Manguno v. Prudential Prop. & Cas. Ins. Co., 276 F.3d 720, 723 (5th Cir.2002); see also St. Paul Reinsurance Co. v. Greenberg, 134 F.3d 1250, 1253-54 (5th Cir.1998). The focus of Schumann and Harrison's claims is injunctive and declaratory relief. Thus, the amount in controversy is determined by "[t]he value to the plaintiff of the right to be enforced or protected." Alfonso v. Hillsborough County Aviation Auth., 308 F.2d 724, 727 (5th Cir.1962) (emphasis added); see also Vraney v. County of Pinellas, 250 F.2d 617, 618 (5th Cir.1958) (per curiam). Both Schumann and Harrison filed their respective suit as an XTO shareholder. But neither alleged that they own a sufficient number of shares to personally lose in excess of $75, 000 as a result of the alleged undervaluing of XTO shares in the proposed merger agreement. Nor has Schumann or Harrison otherwise shown that the amount in controversy exceeds $75,000. In fact, neither Schumann nor Harrison has filed a response brief to the motion to dismiss to explain any of the deficiencies in their respective pleadings. Given these circumstances, the Court concludes that neither Schumann nor Harrison has properly invoked the Court's jurisdiction.
III. Conclusion
The Court concludes that the Pappas Action is not parallel to the state suits and, therefore, the Court DENIES the defendants' motion to dismiss or stay with regard to the Pappas Action.
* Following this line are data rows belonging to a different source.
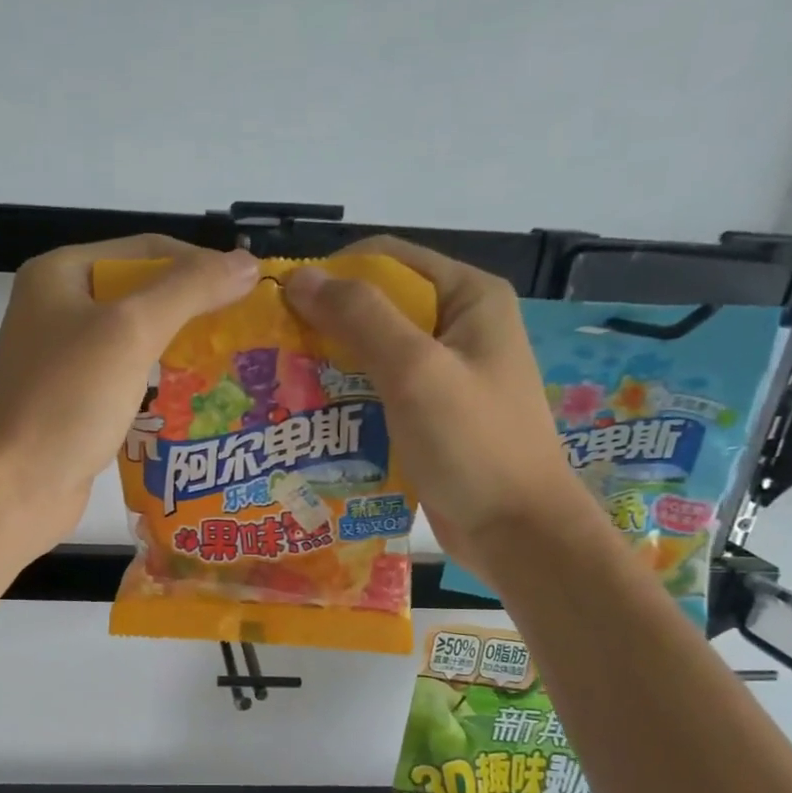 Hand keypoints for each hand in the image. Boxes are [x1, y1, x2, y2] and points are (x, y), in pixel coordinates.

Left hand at [0, 235, 259, 547]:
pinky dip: (159, 383)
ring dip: (180, 348)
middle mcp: (59, 308)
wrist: (13, 487)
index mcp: (61, 273)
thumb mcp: (130, 332)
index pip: (147, 250)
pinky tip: (194, 400)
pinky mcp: (73, 400)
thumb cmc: (67, 400)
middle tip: (244, 332)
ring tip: (229, 364)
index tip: (250, 292)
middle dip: (194, 310)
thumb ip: (189, 290)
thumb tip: (246, 263)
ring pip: (136, 339)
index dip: (201, 264)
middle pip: (142, 293)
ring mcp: (64, 358)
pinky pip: (126, 378)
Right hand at [284, 237, 580, 562]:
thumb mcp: (415, 371)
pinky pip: (379, 393)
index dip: (331, 275)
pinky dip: (346, 400)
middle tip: (274, 353)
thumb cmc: (472, 444)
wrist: (517, 533)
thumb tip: (299, 279)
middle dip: (324, 326)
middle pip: (377, 306)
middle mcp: (458, 326)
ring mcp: (445, 374)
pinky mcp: (431, 415)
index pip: (386, 260)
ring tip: (281, 387)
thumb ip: (360, 319)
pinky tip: (311, 418)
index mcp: (468, 297)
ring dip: (329, 366)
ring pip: (373, 353)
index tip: (280, 306) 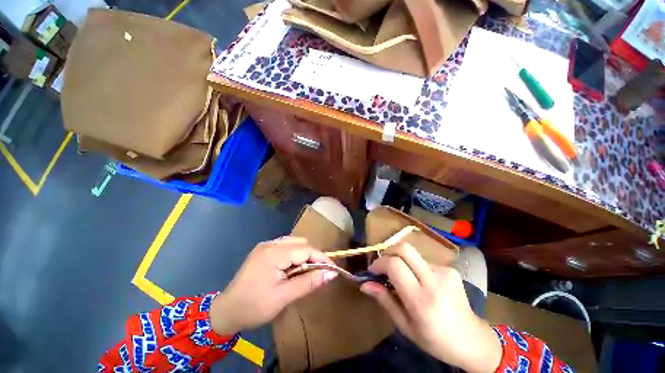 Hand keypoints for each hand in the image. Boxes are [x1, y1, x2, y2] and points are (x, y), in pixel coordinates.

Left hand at [209, 237, 337, 334]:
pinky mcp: (263, 250)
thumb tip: (331, 273)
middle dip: (312, 256)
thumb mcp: (284, 297)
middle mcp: (270, 244)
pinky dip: (293, 255)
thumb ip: (309, 282)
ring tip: (303, 272)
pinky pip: (285, 247)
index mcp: (274, 253)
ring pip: (293, 243)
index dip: (321, 257)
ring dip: (303, 255)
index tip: (333, 269)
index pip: (305, 249)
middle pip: (300, 243)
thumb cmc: (254, 306)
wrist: (226, 311)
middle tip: (316, 274)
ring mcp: (265, 245)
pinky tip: (291, 269)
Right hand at [360, 243, 501, 372]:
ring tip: (404, 279)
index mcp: (421, 300)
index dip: (379, 263)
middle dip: (388, 252)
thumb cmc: (435, 339)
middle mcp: (434, 281)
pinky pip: (424, 260)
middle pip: (404, 248)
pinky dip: (415, 267)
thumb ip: (384, 300)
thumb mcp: (405, 326)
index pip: (394, 265)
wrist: (473, 340)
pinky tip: (421, 282)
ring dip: (401, 261)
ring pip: (412, 254)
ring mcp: (445, 272)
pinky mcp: (450, 269)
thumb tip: (364, 284)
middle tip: (383, 266)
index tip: (373, 271) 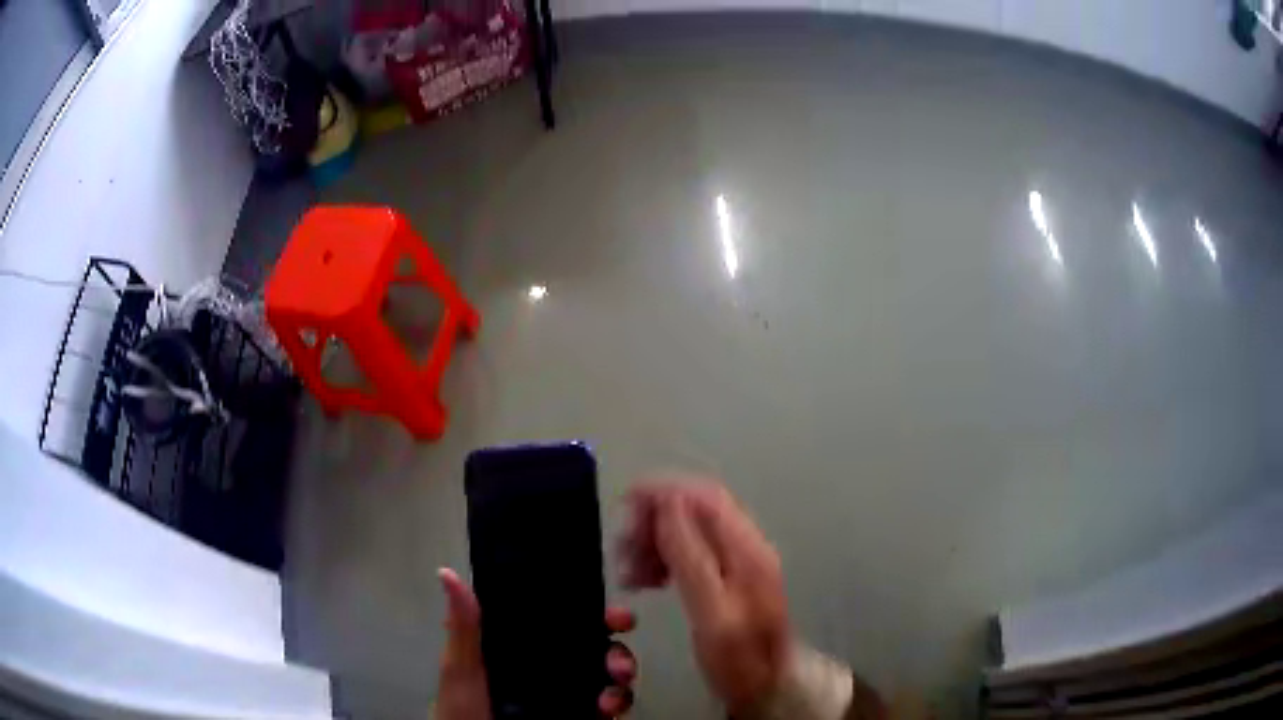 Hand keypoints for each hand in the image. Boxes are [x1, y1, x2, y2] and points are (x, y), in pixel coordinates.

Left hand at [433, 568, 637, 719]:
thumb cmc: (463, 706)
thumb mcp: (461, 667)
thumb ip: (465, 626)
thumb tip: (446, 572)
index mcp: (525, 646)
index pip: (565, 621)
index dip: (594, 612)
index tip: (614, 615)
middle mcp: (552, 666)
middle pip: (597, 646)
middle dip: (618, 648)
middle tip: (617, 659)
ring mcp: (569, 693)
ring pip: (610, 674)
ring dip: (622, 672)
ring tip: (617, 680)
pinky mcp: (582, 717)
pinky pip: (612, 705)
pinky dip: (619, 702)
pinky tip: (607, 708)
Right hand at [620, 481, 791, 715]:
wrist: (767, 686)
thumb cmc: (739, 658)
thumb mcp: (712, 614)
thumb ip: (691, 558)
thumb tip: (669, 505)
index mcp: (747, 549)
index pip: (704, 496)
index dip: (663, 491)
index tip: (626, 505)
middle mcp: (745, 546)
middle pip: (694, 509)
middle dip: (653, 521)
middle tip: (624, 550)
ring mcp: (738, 561)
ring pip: (689, 530)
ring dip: (655, 541)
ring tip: (631, 571)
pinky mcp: (727, 577)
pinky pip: (690, 552)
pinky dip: (663, 558)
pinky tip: (648, 578) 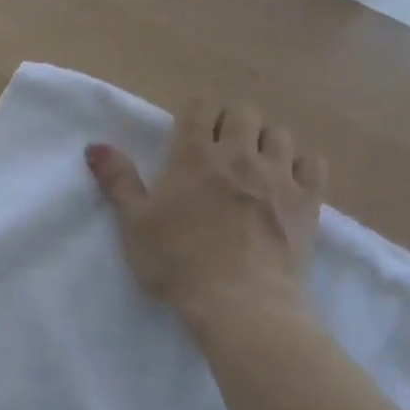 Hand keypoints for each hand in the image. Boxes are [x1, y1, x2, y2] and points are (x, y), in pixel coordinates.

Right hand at [85, 98, 325, 326]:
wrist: (239, 301)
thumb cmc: (177, 262)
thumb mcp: (134, 224)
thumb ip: (118, 181)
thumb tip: (95, 145)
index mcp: (193, 157)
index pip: (198, 108)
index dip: (193, 113)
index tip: (188, 131)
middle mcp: (239, 155)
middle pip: (244, 112)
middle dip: (231, 121)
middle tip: (218, 149)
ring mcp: (279, 175)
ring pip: (280, 133)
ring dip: (265, 140)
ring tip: (254, 164)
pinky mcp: (308, 200)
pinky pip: (314, 162)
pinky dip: (301, 164)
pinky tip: (287, 181) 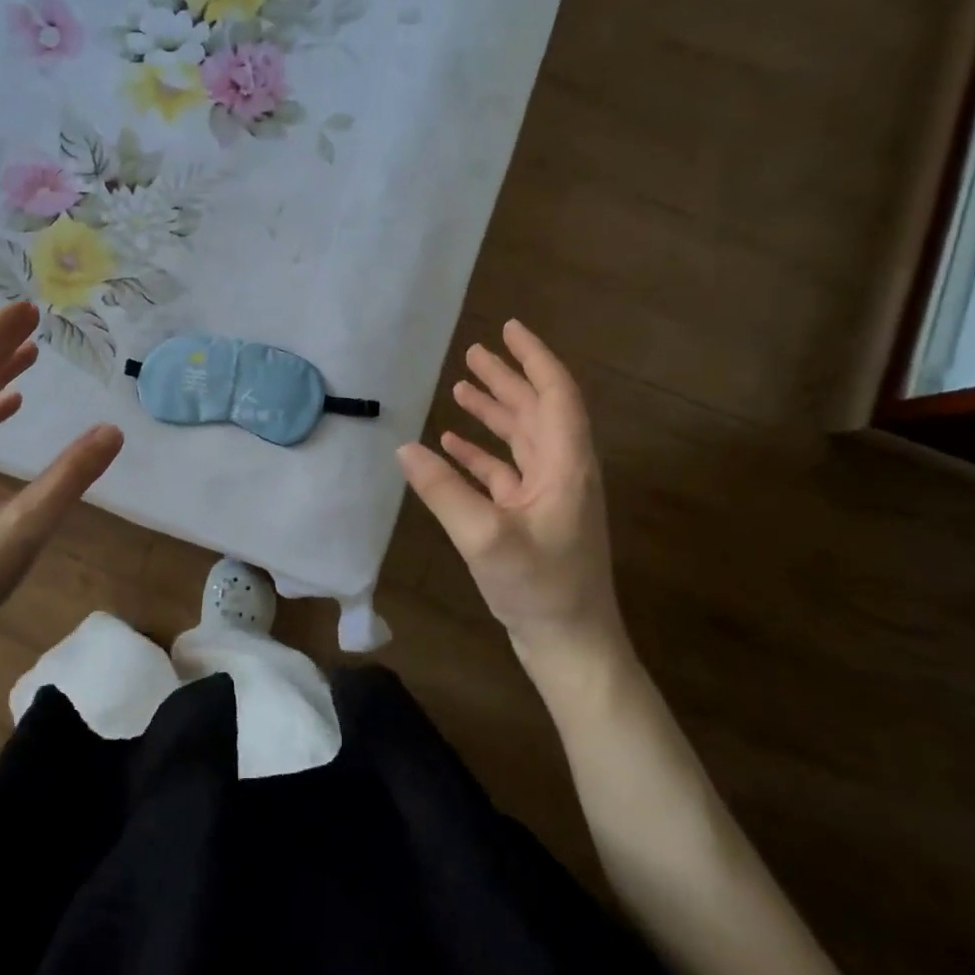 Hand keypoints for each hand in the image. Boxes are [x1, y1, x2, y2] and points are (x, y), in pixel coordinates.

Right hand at [397, 320, 629, 694]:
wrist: (571, 645)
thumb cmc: (539, 588)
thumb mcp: (484, 537)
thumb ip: (443, 490)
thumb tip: (404, 448)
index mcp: (565, 465)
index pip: (555, 394)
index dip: (534, 358)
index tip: (509, 329)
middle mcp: (562, 472)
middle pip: (537, 410)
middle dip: (507, 379)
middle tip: (474, 352)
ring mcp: (549, 496)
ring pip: (522, 438)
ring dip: (495, 411)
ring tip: (462, 386)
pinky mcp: (533, 518)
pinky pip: (506, 471)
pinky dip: (481, 453)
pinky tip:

The Court further concludes that both Schumann and Harrison have failed to establish this Court's subject-matter jurisdiction over their claims. Hence, the defendants' motion to dismiss is GRANTED. And because the Harrison Action is being dismissed, other pending motions filed by Harrison (docs. #24, 27, 44, and 126) are DENIED as MOOT.
. See ASARCO LLC v. Ams. Mining Corp., 382 B.R. 49, 69 (Bankr.S.D.Tex.2007) ("Federal courts sitting in Texas must apply the law of the state of incorporation when a corporation's internal affairs are implicated.") (collecting authorities).